Un tren súper
confortable y veloz nos dejó aquel domingo en Gare du Nord en donde combinamos
con el siempre cómodo Métro para llegar unos pocos minutos después al barrio de
Montmartre. Una vez en la superficie descubrimos una enorme colina que nosotros
y nuestro equipaje debíamos superar si queríamos llegar al hotel. Siguiendo un instinto de autopreservación,
decidimos parar en un bar frente al parque Louise-Michel para tomar algo
fresco.
Imitando a los
locales –que siempre saben más que uno- nos sentamos uno al lado del otro con
la mesa delante y quedamos de frente a una colina tapizada por un césped casi
fosforescente y presidida por la imponente Basílica del Sacré-Coeur y su cúpula
blanca. Segundos después y sin mediar palabra alguna, vino el garçon y nos dejó
dos bière pression –cerveza tirada- con sus respectivos posavasos de cartón y
una pequeña tablita de quesos. Nada mejor que la telepatía para un servicio
eficiente y oportuno. Fue un buen augurio y una discreta carta de presentación
de los tesoros culinarios parisinos. Así fue que juntamos fuerzas para
atravesar la ultra concurrida Place du Tertre –donde se reunían los pintores
impresionistas del Siglo XIX- y luego descender más y más escalinatas. Más
tarde optamos por caminar los 3km que nos separaban del Sena, porque las
ciudades se descubren a pie. Es así como revelan sus secretos.
Mucho se ha
escrito sobre los rasgos propios de cada quartier: los intelectuales que toman
café en St. Germain-des-Prés, las mansardas y los detalles de bronce en la Île
de la Cite, el encanto de los puentes sobre el Sena, las divertidas tiendas de
diseño de Le Marais, las elegantes vidrieras de la Rue St. Honoré, los
emblemáticos museos y sus múltiples incunables, la marginalidad de Pigalle, en
fin … existe una enorme cantidad de atractivos que convierten a esta ciudad en
una de las tres más visitadas del planeta. Pero hay dos características
parisinas que me fascinan: una es la excelencia culinaria en todos sus niveles.

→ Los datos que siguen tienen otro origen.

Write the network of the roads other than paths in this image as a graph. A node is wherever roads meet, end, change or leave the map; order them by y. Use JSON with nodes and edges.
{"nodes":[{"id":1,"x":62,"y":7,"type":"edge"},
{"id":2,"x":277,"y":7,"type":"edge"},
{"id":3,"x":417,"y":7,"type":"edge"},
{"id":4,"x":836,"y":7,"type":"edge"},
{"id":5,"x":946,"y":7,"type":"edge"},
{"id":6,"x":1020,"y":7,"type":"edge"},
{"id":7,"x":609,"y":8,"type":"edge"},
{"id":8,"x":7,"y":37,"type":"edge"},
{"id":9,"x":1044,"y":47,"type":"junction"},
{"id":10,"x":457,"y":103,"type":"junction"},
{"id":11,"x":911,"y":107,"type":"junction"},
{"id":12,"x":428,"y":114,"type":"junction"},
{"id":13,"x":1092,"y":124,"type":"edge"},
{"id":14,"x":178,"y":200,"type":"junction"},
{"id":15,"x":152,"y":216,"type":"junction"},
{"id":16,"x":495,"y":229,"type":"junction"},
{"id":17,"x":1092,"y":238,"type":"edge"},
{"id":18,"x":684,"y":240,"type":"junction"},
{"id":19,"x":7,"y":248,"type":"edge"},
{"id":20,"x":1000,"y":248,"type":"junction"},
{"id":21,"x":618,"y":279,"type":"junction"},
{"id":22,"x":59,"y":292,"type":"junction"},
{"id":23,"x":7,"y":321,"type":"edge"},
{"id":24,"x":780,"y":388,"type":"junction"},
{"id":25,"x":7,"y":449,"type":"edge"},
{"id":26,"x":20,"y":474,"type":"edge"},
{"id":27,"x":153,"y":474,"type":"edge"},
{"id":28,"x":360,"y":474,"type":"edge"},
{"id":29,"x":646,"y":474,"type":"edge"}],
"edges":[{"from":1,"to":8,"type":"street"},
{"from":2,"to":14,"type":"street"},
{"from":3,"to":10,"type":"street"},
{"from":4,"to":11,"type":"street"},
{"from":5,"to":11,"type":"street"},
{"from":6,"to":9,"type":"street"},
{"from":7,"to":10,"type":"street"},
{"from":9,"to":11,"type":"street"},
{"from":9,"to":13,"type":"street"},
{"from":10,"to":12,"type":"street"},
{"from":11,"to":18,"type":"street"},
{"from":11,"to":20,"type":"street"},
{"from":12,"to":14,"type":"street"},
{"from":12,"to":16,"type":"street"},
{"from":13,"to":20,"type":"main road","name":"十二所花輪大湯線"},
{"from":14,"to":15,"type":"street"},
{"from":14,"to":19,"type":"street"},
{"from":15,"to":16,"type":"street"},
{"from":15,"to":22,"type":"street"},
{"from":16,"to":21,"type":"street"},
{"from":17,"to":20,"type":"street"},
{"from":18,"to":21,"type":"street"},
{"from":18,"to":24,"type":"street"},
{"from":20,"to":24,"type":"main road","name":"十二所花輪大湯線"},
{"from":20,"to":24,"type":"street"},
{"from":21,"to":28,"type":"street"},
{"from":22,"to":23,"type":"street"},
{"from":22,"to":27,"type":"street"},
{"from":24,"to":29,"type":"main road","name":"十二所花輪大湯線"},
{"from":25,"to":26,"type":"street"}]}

No solo los eclairs y los macarons son obras de arte, también las panaderías
deslumbran: croissants, brioches y baguettes para oler varias veces antes de
morder. En los mercados –infaltables en cualquier agenda- las frutas y verduras
se presentan como para un concurso de belleza, los panes son vedettes y el
arsenal de quesos y embutidos es estremecedor. El otro plus de París es la
cantidad de espacios verdes: bellos, impecables, con sombra y todo lo necesario
para pasar un largo rato.
La combinación de
ambos factores favorece un ritual imprescindible cuando se recorren ciudades:
el picnic. No solo es una pausa reparadora con la libertad de armarse un menú a
medida sin que nadie te apure con la cuenta, también es la oportunidad para
observar a los habitantes y sus gestos o para registrar en la bitácora las
impresiones del viaje. Por todo, creo que es una experiencia gratificante que
no debe pasarse por alto. Personalmente, el parque que más me gusta es el Parc
des Buttes-Chaumont. Ubicado entre el vibrante barrio de Belleville y la
moderna Villette, ofrece una inmejorable vista panorámica de la ciudad para
maridar con una baguette bien crocante con un crudo bien estacionado y un brie
bien cremoso. Todo bien.
Quizás la única
visita obligada en París sea la Torre Eiffel. No me refiero a la tortuosa
peregrinación hasta la cima -largas colas y controles de seguridad incluidos-
para una brevísima vista con la selfie, nada de eso: el verdadero espectáculo
es contemplarla desde los Jardines de Trocadéro, cuando el sol se va y
comienzan a parpadear las más de 20mil luces hasta iluminarla completamente. El
cierre perfecto de toda visita a la Ciudad Luz.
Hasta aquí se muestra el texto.